Gym serving 2K members from Glenwood to Rifle in receivership over debt issues

A fitness club with some 2,000 members in Garfield County has been placed into court-ordered receivership due to mounting debt, but was still able to reopen on a limited basis this week under the new state public health guidelines.

Steve Reynolds, who works as one of the personal trainers employed by Colorado 24/7 Fitness, was appointed receiver by the Ninth District Court late last month to operate the gyms and related businesses until approximately $500,000 in debt can be cleared.

“It does look to me, with the membership numbers we’ve had for the last two years, that we’re going to be able to pull out of this,” Reynolds said.

The business is owned by a group of investors with John Romero as the majority owner. Gym locations are in Glenwood Springs, New Castle and Rifle, with a separate day spa in Glenwood. 

Last year, the company purchased Up the Creek Rafting as a side venture. That allowed some of the trainers to have extra employment during the summer months when demand for personal trainers declines, Reynolds said.

Romero, who is still involved with the day-to-day operations and would resume full ownership of the business once creditors are paid, declined to comment on the situation. 

Receivership is an option allowed under Colorado law for creditors to seek payment without forcing a business to file for bankruptcy. It is a lengthy process to get to the point of solvency, though, Reynolds explained.

“With adjustments to some of the expenses that we can tighten up, we estimate we can pay off all the creditors in three to five years,” he said.

Although the recent forced closure of gyms and other businesses due to the COVID-19 outbreak didn’t help matters, the debt situation had been building before that time, Reynolds added. The court process leading up to the receivership had been in the works since November of last year, he said. 

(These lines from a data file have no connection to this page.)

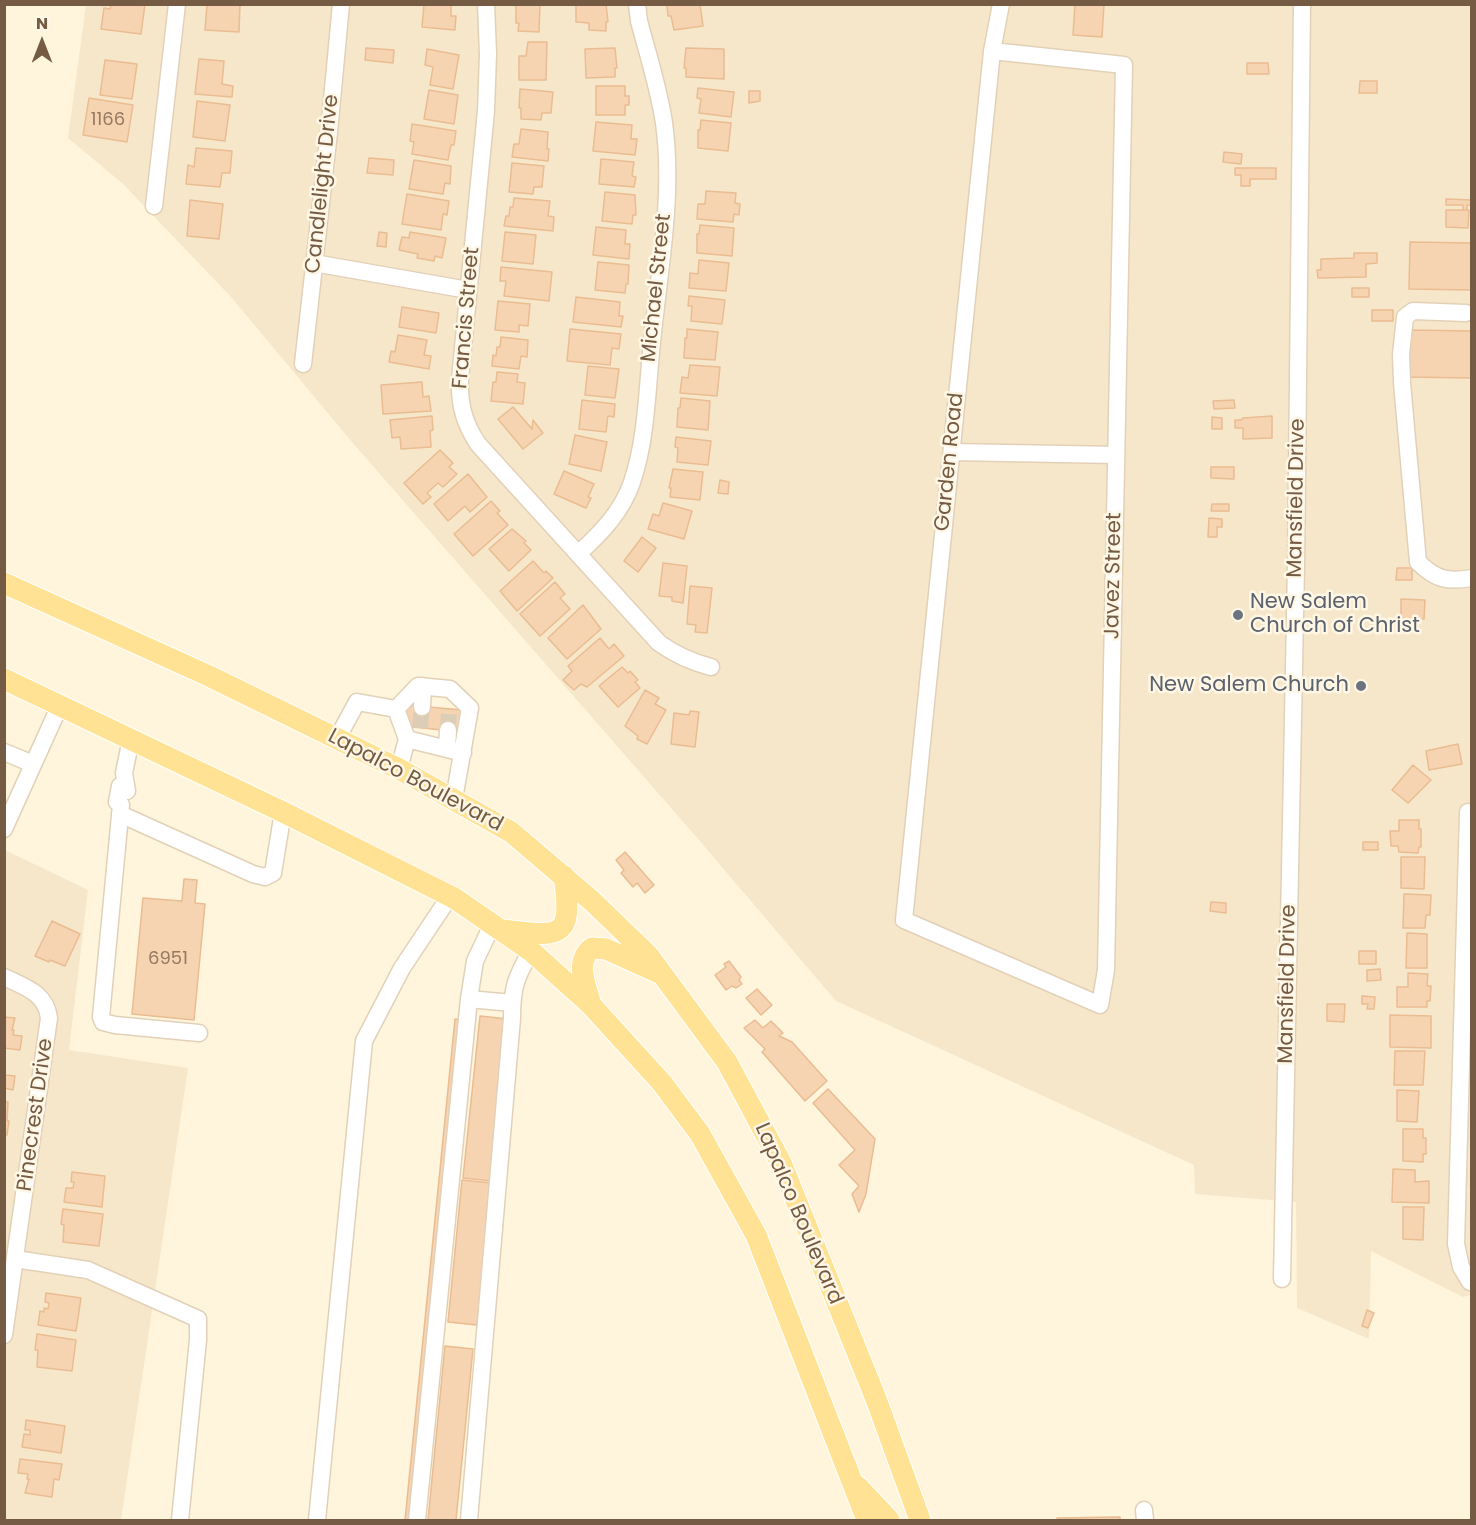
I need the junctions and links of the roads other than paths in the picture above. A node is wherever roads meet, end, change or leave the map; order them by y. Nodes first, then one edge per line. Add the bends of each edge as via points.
1 (177, 4) edge
2 (340, 4) edge
3 (486, 4) edge
4 (637, 4) edge
5 (1001, 4) edge
6 (1302, 4) edge
7 (992, 51) junction
8 (154, 206) dead end
9 (314, 263) junction
10 (468, 290) junction
11 (1466, 313) dead end
12 (303, 364) dead end
13 (952, 452) junction
14 (1116, 455) junction
15 (578, 554) junction
16 (1472, 578) edge
17 (10, 589) edge
18 (711, 667) dead end
19 (4, 679) edge
20 (423, 686) junction
21 (450, 689) junction
22 (60, 705) junction
23 (422, 707) tunnel mouth
24 (449, 709) tunnel mouth
25 (396, 710) junction
26 (448, 730) tunnel mouth
27 (415, 736) junction
28 (131, 739) junction
29 (337, 739) junction
30 (455, 751) junction
31 (4, 752) edge
32 (33, 764) junction
33 (399, 769) junction
34 (454, 799) junction
35 (120, 810) junction
36 (283, 812) junction
37 (1468, 812) dead end
38 (4, 830) edge
39 (564, 876) junction
40 (450, 896) junction
41 (904, 920) joint
42 (497, 927) junction
43 (531, 951) junction
44 (662, 974) junction
45 (4, 977) edge
46 (469, 999) junction
47 (512, 1003) junction
48 (591, 1005) junction
49 (1467, 1024) edge
50 (199, 1033) dead end
51 (15, 1259) junction
52 (1282, 1280) dead end
53 (1470, 1282) dead end
54 (4, 1335) edge
55 (852, 1481) junction
56 (180, 1521) edge
57 (317, 1521) edge
58 (417, 1521) edge
59 (469, 1521) edge
60 (867, 1521) edge
61 (889, 1521) edge
62 (920, 1521) edge

1 - 8 street
2 - 9 street, Candlelight Drive
3 - 10 street, Francis Street via 487,102
4 - 15 street, Michael Street via 664,123 666,160 666,202 643,433 632,484 621,505 603,531
5 - 7 street, Garden Road
6 - 52 street, Mansfield Drive
7 - 13 street, Garden Road
7 - 14 street, Javez Street via 1124,65
9 - 10 street
9 - 12 street, Candlelight Drive
10 - 15 street, Francis Street via 459,397 468,429
11 - 16 street via 1413,311 1405,317 1401,354 1418,562 1428,572 1454,582
13 - 14 street
13 - 41 street, Garden Road
14 - 41 street, Javez Street via 1106,970 1100,1005
15 - 18 street, Francis Street via 659,643 676,655
17 - 29 main road, Lapalco Boulevard via 209,676
19 - 22 main road
20 - 21 street
20 - 23 street
20 - 25 street via 418,686
21 - 24 street
21 - 30 street via 470,708
22 - 28 main road
22 - 32 street
25 - 27 street
25 - 29 street via 357,702
26 - 30 street
27 - 30 street
27 - 33 street
28 - 35 street via 125,782 127,801
28 - 36 main road
29 - 33 main road, Lapalco Boulevard
30 - 34 street
31 - 32 street
32 - 38 street
33 - 34 main road, Lapalco Boulevard
34 - 39 main road, Lapalco Boulevard via 512,832
35 - 36 street via 265,877 273,873
35 - 50 street via 101,1017 103,1022 115,1025
36 - 40 main road
37 - 49 street
39 - 42 main road via 567,921 560,930 546,934
39 - 44 main road, Lapalco Boulevard via 648,955
40 - 42 main road
40 - 57 street via 402,968 364,1041
42 - 43 main road
42 - 46 street via 476,961
43 - 47 street via 515,981
43 - 48 main road
44 - 48 main road via 606,949 592,948 581,964
44 - 62 main road, Lapalco Boulevard via 727,1062 781,1163 876,1399
45 - 51 street, Pinecrest Drive via 36,993 45,1003 49,1018
46 - 47 street
46 - 58 street
47 - 59 street
48 - 55 main road via 662,1083 700,1134 756,1234
49 - 53 street via 1456,1244 1461,1267
51 - 54 street, Pinecrest Drive
51 - 56 street via 88,1270 198,1319
55 - 60 main road
55 - 61 main road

Because the company is also behind in its taxes, it wasn’t able to take advantage of the various COVID-19 business relief funds that have been made available, he also said.

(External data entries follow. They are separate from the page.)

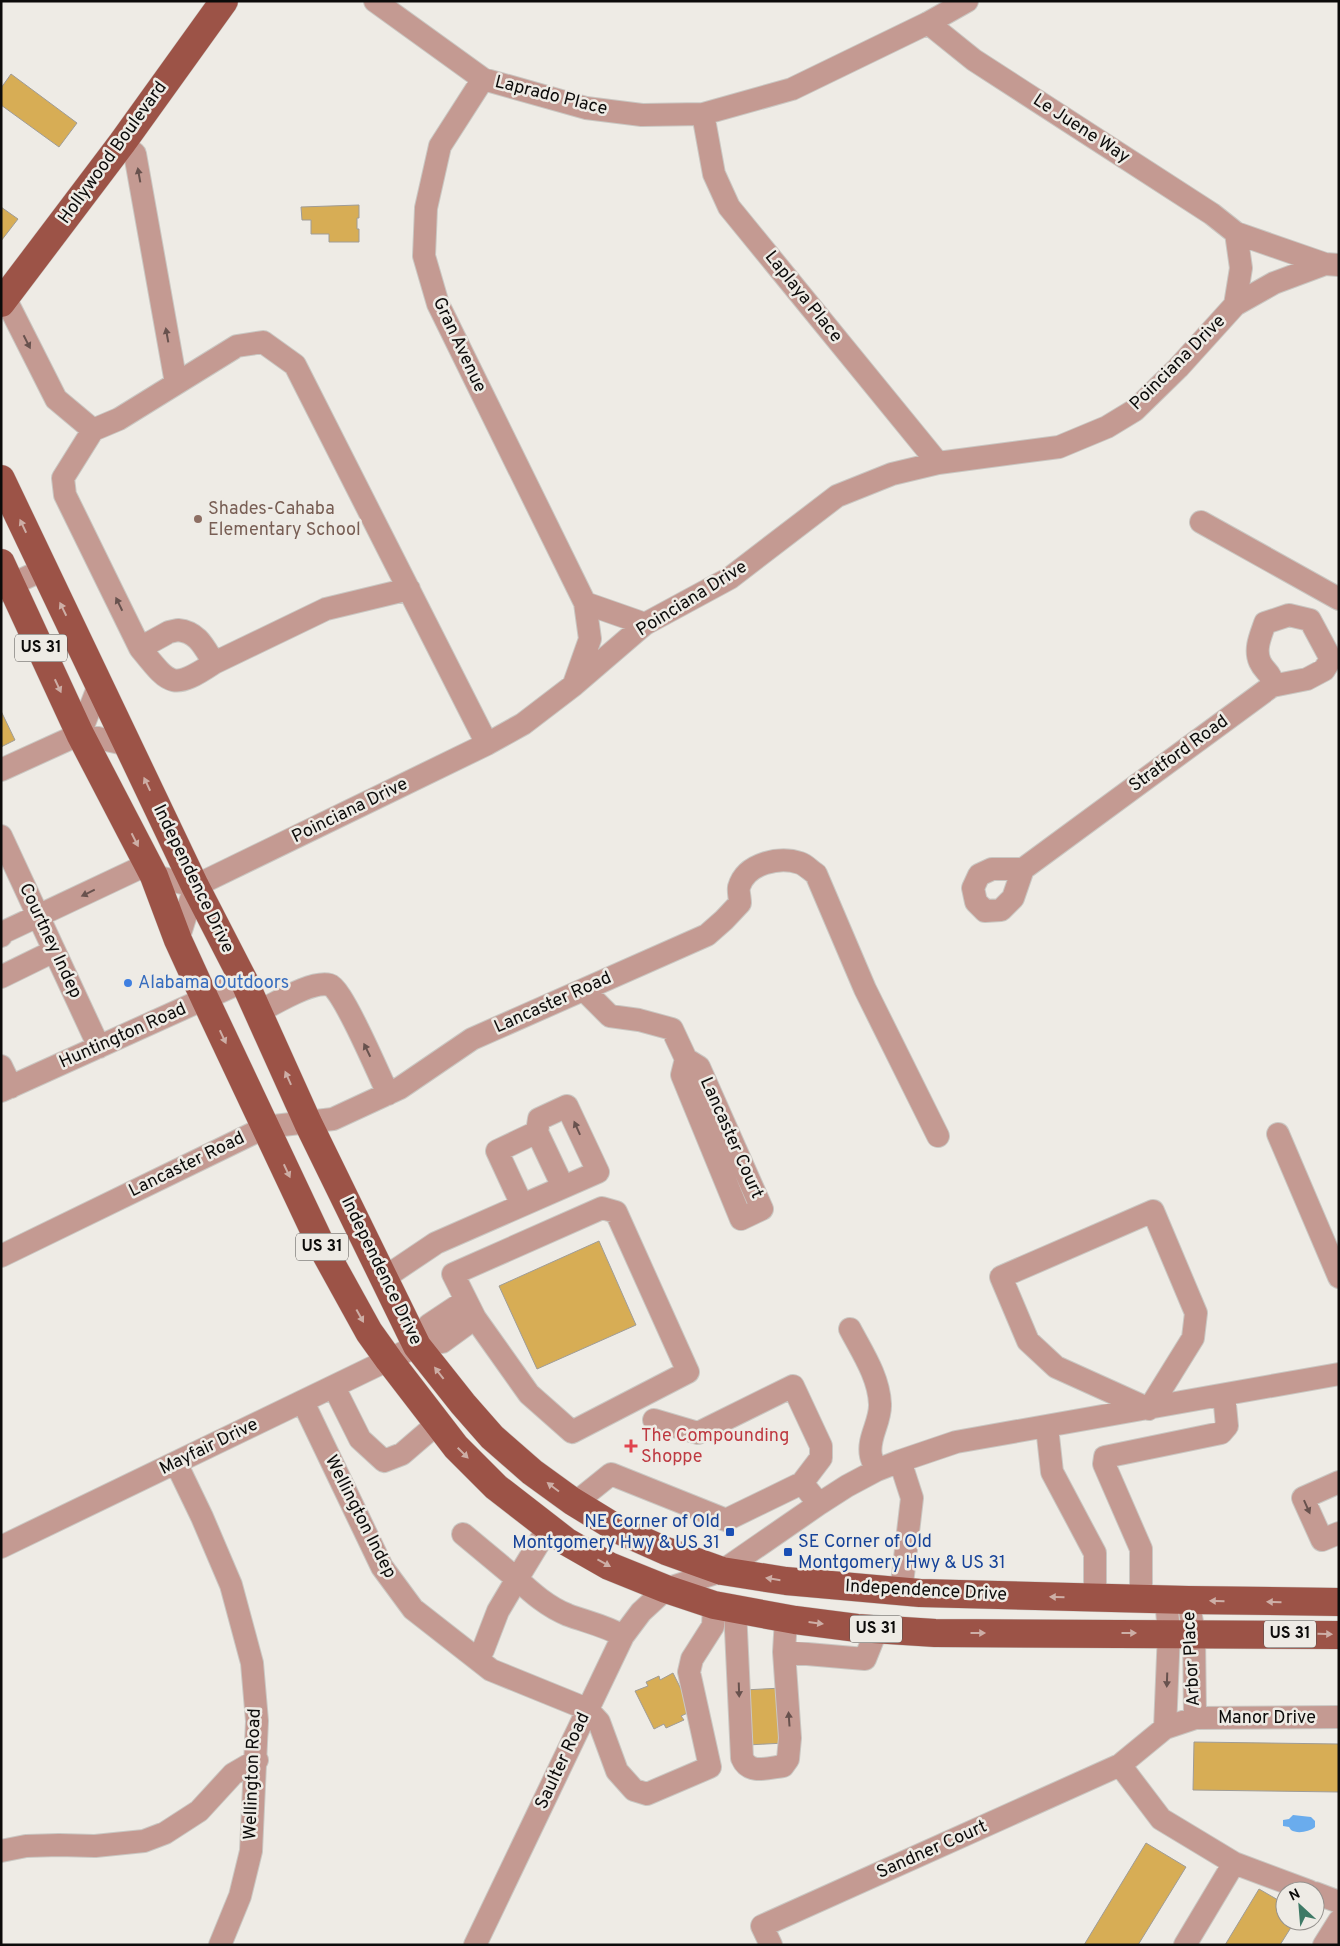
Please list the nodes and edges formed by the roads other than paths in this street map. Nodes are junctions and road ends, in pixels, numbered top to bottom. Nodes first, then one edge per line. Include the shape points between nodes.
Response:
1 (224, 1) edge
2 (375, 1) edge
3 (967, 1) edge
4 (928, 23) junction
5 (483, 79) junction
6 (703, 114) junction
7 (122, 143) junction
8 (1236, 233) junction
9 (1332, 265) edge
10 (4, 297) edge
11 (1235, 305) junction
12 (176, 383) junction
13 (93, 430) junction
14 (938, 463) junction
15 (1, 479) edge
16 (1201, 522) dead end
17 (44, 570) junction
18 (5, 579) edge
19 (409, 589) junction
20 (1339, 599) edge
21 (585, 603) junction
22 (645, 624) junction
23 (140, 648) junction
24 (1335, 660) edge
25 (214, 663) junction
26 (99, 685) junction
27 (574, 685) junction
28 (1272, 686) junction
29 (80, 734) junction
30 (487, 744) junction
31 (128, 745) junction
32 (1, 770) edge
33 (1, 836) edge
34 (1024, 869) dead end
35 (151, 870) junction
36 (196, 886) junction
37 (38, 916) junction
38 (1, 936) edge
39 (178, 940) junction
40 (54, 951) junction
41 (1, 977) edge
42 (244, 981) junction
43 (584, 990) junction
44 (205, 1000) junction
45 (258, 1012) junction
46 (99, 1047) junction
47 (1, 1066) edge
48 (6, 1089) edge
49 (388, 1094) junction
50 (308, 1123) junction
51 (266, 1127) junction
52 (537, 1132) junction
53 (717, 1132) dead end
54 (1278, 1134) dead end
55 (938, 1136) dead end
56 (563, 1187) junction
57 (522, 1205) junction
58 (1, 1256) edge
59 (1339, 1277) edge
60 (384, 1278) junction
61 (470, 1310) junction
62 (850, 1329) dead end
63 (417, 1346) junction
64 (389, 1360) junction
65 (1339, 1374) edge
66 (334, 1387) junction
67 (1224, 1396) junction
68 (303, 1402) junction
69 (1149, 1409) junction
70 (654, 1420) dead end
71 (438, 1423) junction
72 (1047, 1427) junction
73 (900, 1461) junction
74 (176, 1463) junction
75 (877, 1470) junction
76 (1339, 1482) edge
77 (802, 1483) junction
78 (575, 1503) junction
79 (819, 1504) junction
80 (548, 1528) junction
81 (1339, 1533) edge
82 (463, 1534) dead end
83 (1, 1547) edge
84 (722, 1571) junction
85 (516, 1579) junction
86 (666, 1589) junction
87 (901, 1592) junction
88 (1095, 1598) junction
89 (1165, 1600) junction
90 (1339, 1602) edge
91 (724, 1607) junction
92 (786, 1619) junction
93 (877, 1630) junction
94 (1182, 1633) junction
95 (1339, 1635) edge
96 (623, 1636) junction
97 (784, 1652) junction
98 (475, 1657) junction
99 (588, 1709) junction
100 (1339, 1717) edge
101 (1195, 1718) junction
102 (1165, 1728) junction
103 (257, 1760) junction
104 (1120, 1765) junction
105 (1, 1851) edge
106 (1234, 1863) junction
107 (1282, 1881) edge
108 (1325, 1897) edge
109 (1339, 1902) edge
110 (1339, 1921) edge
111 (220, 1945) edge
112 (476, 1945) edge
113 (771, 1945) edge
114 (1185, 1945) edge
115 (1324, 1945) edge

1 - 7 main road, Hollywood Boulevard
2 - 5 street, Laprado Place
3 - 4 street, Laprado Place
4 - 6 street, Laprado Place via 792,89
4 - 8 street, Le Juene Way via 974,60 1212,214
5 - 6 street, Laprado Place via 586,108 642,115
5 - 21 street, Gran Avenue via 440,146 426,208 424,256 438,304
6 - 14 street, Laplaya Place via 714,174 729,207
7 - 10 main road, Hollywood Boulevard
12 -> 7 street via 135,154
8 - 9 street, Poinciana Drive
8 - 11 street, Poinciana Drive via 1241,268
9 - 11 street, Poinciana Drive via 1274,283
10 -> 13 street via 56,399
11 - 14 street, Poinciana Drive via 1135,410 1107,427 1059,447
12 - 13 street via 119,419
12 - 19 street via 237,346 263,342 295,365
23 -> 13 street via 65,495 63,478
14 - 22 street, Poinciana Drive via 892,474 837,496 730,578
17 -> 15 main road, Independence Drive / US 31
16 - 20 street
17 - 18 street
26 -> 17 main road, Independence Drive / US 31
18 -> 29 main road, Independence Drive / US 31
19 - 25 street via 326,609
19 - 30 street
21 - 22 street
21 - 27 street, Gran Avenue via 590,639
22 - 27 street, Poinciana Drive
23 - 25 street via 162,674 177,681 192,677
23 - 25 street via 169,632 186,630 200,640
24 - 28 street, Stratford Road via 1307,679
24 - 28 street via 1310,620 1289,615 1265,623 1258,642 1260,662 1272,677
26 - 29 street
26 - 31 main road, Independence Drive / US 31
27 - 30 street, Poinciana Drive via 523,724
28 - 34 street, Stratford Road
29 - 31 street
29 - 32 street
29 -> 35 main road, Independence Drive / US 31
30 - 36 street, Poinciana Drive
36 -> 31 main road, Independence Drive / US 31
33 - 37 street, Courtney Indep
35 - 36 street
35 -> 37 street
35 - 39 main road, Independence Drive / US 31
36 - 39 street
36 - 42 main road, Independence Drive / US 31
37 - 38 street
37 - 40 street, Courtney Indep
39 - 44 main road, Independence Drive / US 31
40 - 41 street
40 - 46 street, Courtney Indep
42 - 44 street, Huntington Road
42 - 45 main road, Independence Drive / US 31
43 - 49 street, Lancaster Road via 472,1039
43 - 53 street, Lancaster Court via 610,1016 672,1029 686,1059 699,1067
43 - 55 street, Lancaster Road via 707,935 740,903 739,887 748,873 764,863 784,860 802,863 816,874 865,989
44 - 46 street, Huntington Road
44 -> 51 main road, Independence Drive / US 31
49 -> 45 street via 336,988 313,986
50 -> 45 main road, Independence Drive / US 31
46 - 48 street, Huntington Road
47 - 48 street
49 - 50 street, Lancaster Road via 333,1120
50 - 51 street, Lancaster Road
50 - 60 main road, Independence Drive / US 31
51 - 58 street, Lancaster Road
51 -> 64 main road, Independence Drive / US 31 via 322,1247 369,1332
52 - 56 street
56 -> 52 street via 598,1172 568,1106 539,1119
52 - 57 street via 497,1150
54 - 59 street
56 - 57 street
57 - 60 street via 436,1243
60 - 63 main road, Independence Drive / US 31
61 - 61 street via 528,1394 572,1432 688,1372 616,1212 602,1208 453,1274
61 - 63 street, Mayfair Drive via 442,1342
62 - 75 street via 880,1394 877,1427 871,1438 871,1456
63 - 64 street, Mayfair Drive
78 -> 63 main road, Independence Drive / US 31 via 492,1437
64 - 66 street, Mayfair Drive
64 - 71 main road, Independence Drive / US 31
65 - 67 street
66 - 68 street, Mayfair Drive
66 - 71 street via 360,1439 384,1461 402,1454
67 - 69 street
67 - 89 street via 1227,1426 1221,1433 1105,1457 1104,1464
68 - 74 street, Mayfair Drive
68 - 98 street, Wellington Indep via 382,1567 413,1609
69 - 69 street via 1193,1338 1196,1313 1153,1211 1001,1277 1028,1341 1056,1367
69 - 72 street
70 - 77 street via 698,1434 793,1386 821,1446 821,1458
71 -> 80 main road, Independence Drive / US 31 via 456,1447 496,1487
72 - 73 street via 956,1442
72 - 88 street via 1052,1472 1095,1553
73 - 75 street
73 - 87 street via 912,1498
74 - 83 street, Mayfair Drive
74 - 103 street, Wellington Road via 231,1585 252,1663 258,1721
75 - 79 street
76 -> 81 street via 1303,1498 1322,1540
77 - 78 street via 726,1520 611,1474
77 - 79 street
78 - 84 main road, Independence Drive / US 31 via 621,1531
79 - 84 street
80 - 85 street
80 -> 86 main road, Independence Drive / US 31 via 609,1566
82 - 85 street
84 - 86 street
87 -> 84 main road, Independence Drive / US 31
85 - 96 street via 557,1610 610,1628
85 - 98 street via 498,1611 483,1650
86 - 91 main road, Independence Drive / US 31
86 - 96 street, Saulter Road via 641,1612
88 -> 87 main road, Independence Drive / US 31
88 - 89 main road, Independence Drive / US 31
90 -> 89 main road, Independence Drive / US 31
89 - 94 street
91 - 92 main road, Independence Drive / US 31
91 -> 97 street via 742,1758 752,1769 783,1766 788,1759 790,1738
91 - 99 street via 692,1658 689,1672 710,1767 647,1794 634,1790 617,1771 599,1722
92 -> 93 main road, Independence Drive / US 31
92 - 97 street
93 -> 94 main road, Independence Drive / US 31
93 - 97 street via 865,1659
94 -> 95 main road, Independence Drive / US 31
94 - 101 street, Arbor Place
94 -> 102 street
96 - 99 street, Saulter Road
98 - 99 street, Wellington Indep via 491,1670
99 - 112 street, Saulter Road
100 - 101 street, Manor Drive
101 - 102 street, Arbor Place
102 - 104 street, Arbor Place
103 - 105 street via 232,1774 199,1811 165,1833 144,1841 94,1846 26,1846
103 - 111 street, Wellington Road via 251,1851 240,1896
104 - 106 street via 1161,1818
104 - 113 street, Sandner Court via 762,1926
106 - 107 street
106 - 114 street
108 - 109 street
110 - 115 street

Reynolds also addressed a situation where Colorado 24/7 club members were still having automatic payments pulled from their bank or credit accounts after the gyms had to shut down in March by order of state public health officials.

As with other businesses that use auto-payment options, those transactions weren’t stopped, but the amount paid is to be credited.

In the case of Colorado 24/7, that amount will be tacked on to the end of members’ contracts. However, because of the pending court situation, that wasn’t immediately communicated to members, Reynolds said. 

“Instead of freezing those payments, we will extend whatever period of time that ends up being at the end of their contracts,” he said.

Though gyms were not allowed to open to regular unscheduled walk-in customers on Monday along with other non-essential businesses in Garfield County this week, those with personal training studios were allowed to open on a limited appointment basis, Reynolds explained.

For the Colorado 24/7 gyms, that means no more than four customers at a time working with a trainer, all with face coverings and employing social-distancing protocols.